William Michaelian

Poems, Notes, and Drawings

The Wise Old Man

Autobiography is the strangest thing. It’s about everything, and nothing, and no one, and everyone, all at the same time. To be of use — is there anything more to ask?

March 23, 2020

The Wise Old Man

The wise old man noticed he was hungry. Then he remembered he had no food. “Ah, yes,” he said, “there is that.” A very serious-looking man entered his hut. “You owe us your taxes.” The wise old man gazed around the empty space and said, “Everything I have is yours. Take it.” And so, impatiently, the serious-looking man dismantled the hut, put the pieces in his cart, and hauled them away.
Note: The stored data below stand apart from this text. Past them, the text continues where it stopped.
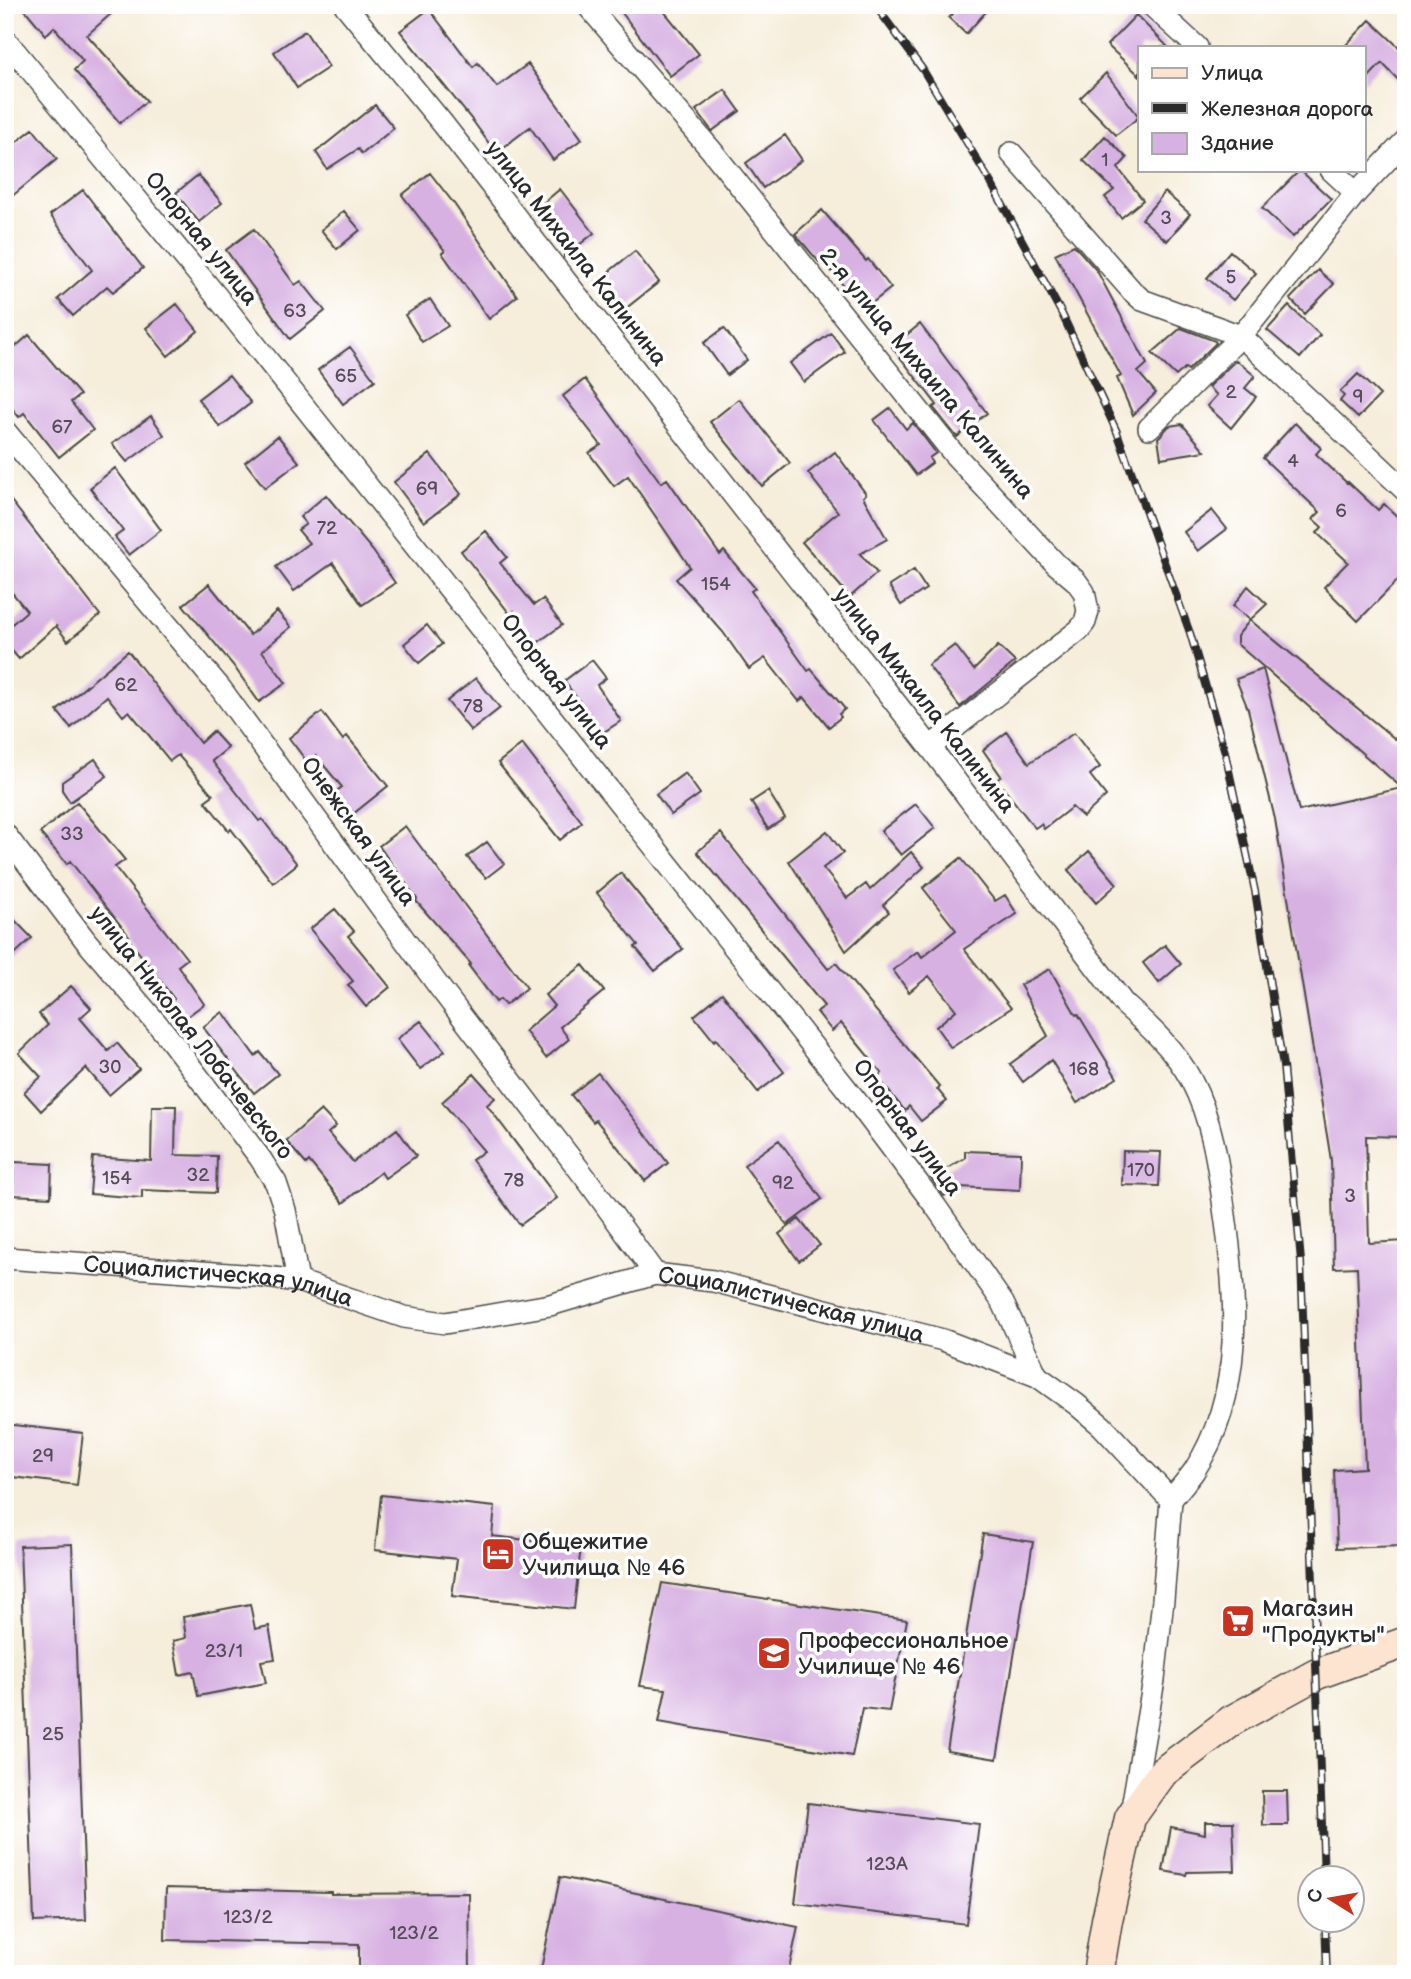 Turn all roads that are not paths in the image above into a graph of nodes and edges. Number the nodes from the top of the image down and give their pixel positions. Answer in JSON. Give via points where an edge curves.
{"nodes":[{"id":1,"x":345,"y":5,"type":"edge"},
{"id":2,"x":587,"y":5,"type":"edge"},
{"id":3,"x":1151,"y":5,"type":"edge"},
{"id":4,"x":5,"y":39,"type":"edge"},
{"id":5,"x":1196,"y":46,"type":"edge"},
{"id":6,"x":1406,"y":139,"type":"edge"},
{"id":7,"x":1011,"y":153,"type":"dead end"},
{"id":8,"x":1333,"y":172,"type":"edge"},
{"id":9,"x":1356,"y":192,"type":"junction"},
{"id":10,"x":1241,"y":336,"type":"junction"},
{"id":11,"x":1149,"y":428,"type":"dead end"},
{"id":12,"x":5,"y":431,"type":"edge"},
{"id":13,"x":1406,"y":491,"type":"edge"},
{"id":14,"x":930,"y":747,"type":"junction"},
{"id":15,"x":5,"y":834,"type":"edge"},
{"id":16,"x":5,"y":1258,"type":"edge"},
{"id":17,"x":655,"y":1274,"type":"junction"},
{"id":18,"x":298,"y":1281,"type":"junction"},
{"id":19,"x":1038,"y":1376,"type":"junction"},
{"id":20,"x":1171,"y":1500,"type":"junction"},
{"id":21,"x":1406,"y":1643,"type":"edge"},
{"id":22,"x":1130,"y":1818,"type":"junction"},
{"id":23,"x":1098,"y":1974,"type":"edge"}],
"edges":[{"from":1,"to":14,"type":"street","name":"улица Михаила Калинина"},
{"from":2,"to":14,"type":"street","name":"2-я улица Михаила Калинина","via":[[712,151],[953,453],[1084,592],[1088,611],[1079,630]]},
{"from":3,"to":5,"type":"street"},
{"from":4,"to":19,"type":"street","name":"Опорная улица","via":[[218,298],[861,1107],[1003,1303]]},
{"from":6,"to":9,"type":"street"},
{"from":7,"to":10,"type":"street","via":[[1142,300]]},
{"from":8,"to":9,"type":"street"},
{"from":9,"to":10,"type":"street"},
{"from":10,"to":11,"type":"street"},
{"from":10,"to":13,"type":"street"},
{"from":12,"to":17,"type":"street","name":"Онежская улица","via":[[229,700]]},
{"from":14,"to":20,"type":"street","name":"улица Михаила Калинина","via":[[1124,1004],[1166,1046],[1203,1106],[1220,1177],[1230,1249],[1234,1354],[1212,1436],[1194,1471]]},
{"from":15,"to":18,"type":"street","name":"улица Николая Лобачевского","via":[[260,1158],[285,1210]]},
{"from":16,"to":18,"type":"street","name":"Социалистическая улица"},
{"from":17,"to":18,"type":"street","name":"Социалистическая улица","via":[[550,1305],[445,1323],[404,1317]]},
{"from":17,"to":19,"type":"street","name":"Социалистическая улица","via":[[713,1280],[943,1340]]},
{"from":19,"to":20,"type":"street","name":"Социалистическая улица","via":[[1102,1426]]},
{"from":20,"to":22,"type":"street","via":[[1154,1680]]},
{"from":21,"to":22,"type":"main road","via":[[1317,1674],[1230,1721],[1163,1772]]},
{"from":22,"to":23,"type":"main road"}]} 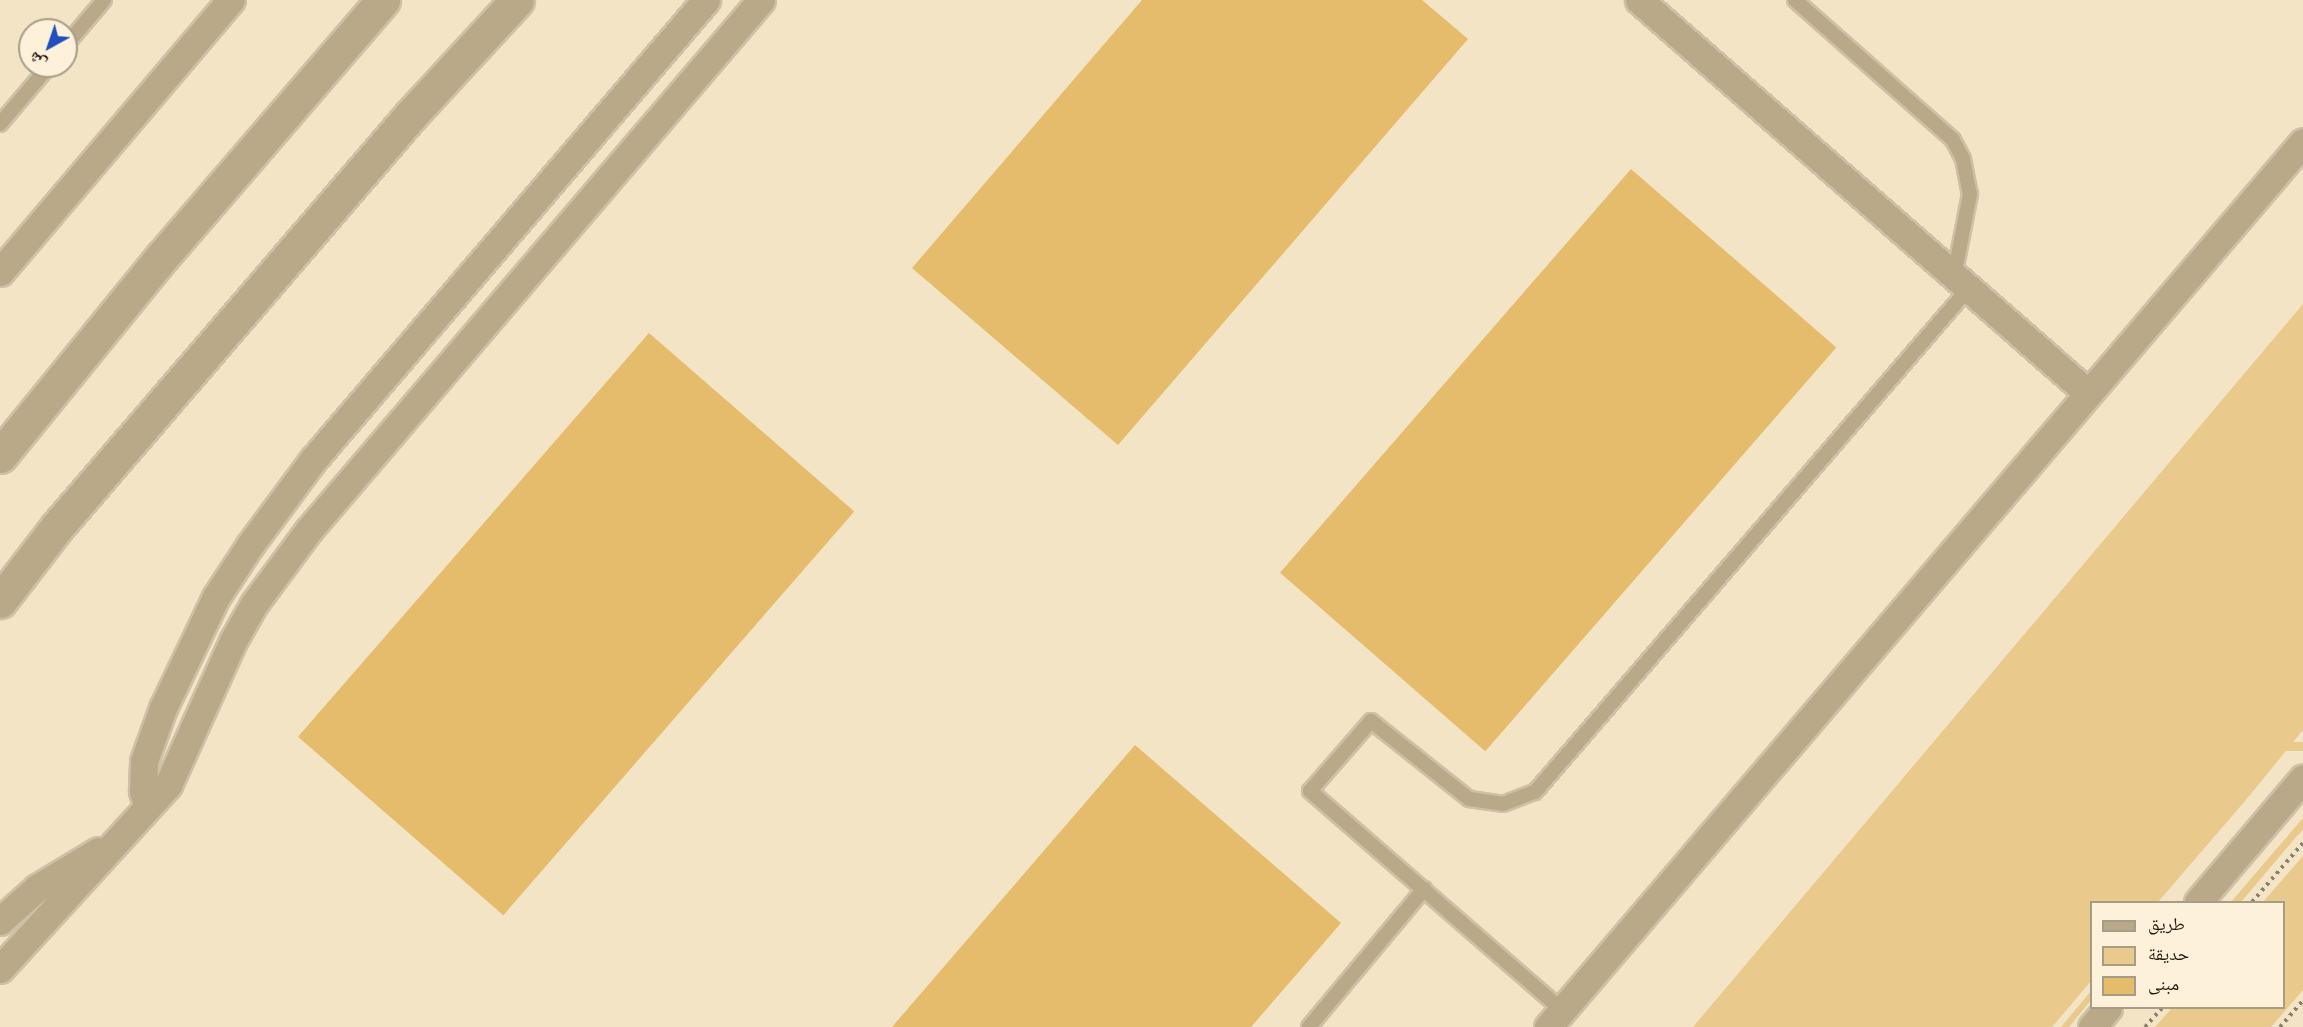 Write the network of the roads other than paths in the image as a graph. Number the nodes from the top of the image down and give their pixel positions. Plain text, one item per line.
1 (104, 0) edge
2 (231, 0) edge
3 (383, 0) edge
4 (517, 0) edge
5 (706, 0) edge
6 (761, 0) edge
7 (1639, 0) edge
8 (1795, 0) edge
9 (78, 31) edge
10 (38, 78) edge
11 (0, 124) edge
12 (2303, 142) edge
13 (0, 272) edge
14 (1962, 282) junction
15 (2088, 393) junction
16 (0, 456) edge
17 (0, 601) edge
18 (2303, 778) edge
19 (147, 806) junction
20 (113, 845) junction
21 (1424, 889) junction
22 (2200, 901) edge
23 (0, 921) edge
24 (0, 969) edge
25 (2107, 1009) edge
26 (1555, 1018) edge
27 (1309, 1027) edge
28 (2092, 1027) edge

1 - 9 lane
2 - 13 street
3 - 16 street
4 - 17 street
5 - 19 street
6 - 19 street
7 - 14 street
8 - 14 lane
10 - 11 lane
12 - 15 street
14 - 15 street
14 - 21 lane
15 - 26 street
18 - 22 street
19 - 20 street
20 - 23 street
20 - 24 street
21 - 26 lane
21 - 27 lane
25 - 28 street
Sitting calmly where his hut used to be, the wise old man smiled. “Free at last,” he said. A little bird arrived. Finding nowhere to perch, she settled atop the wise old man’s head and began to sing. The wise old man joined her. They sang awhile together, high and low and in between. A cloud arrived. It began to rain. It rained exactly one bowl of warm, wonderfully cooked rice. The wise old man ate the rice. As he ate, he offered some to the bird. The bird was no longer on his head. She was now a young woman, now old, now his wife. “Dreaming again,” she said. “Who knows?” the wise old man replied. “One can never be sure.” And all was well. Hut or no hut, bird or no bird, all was well. Now, you may ask in what way the wise old man was wise. In his wife. In his wife.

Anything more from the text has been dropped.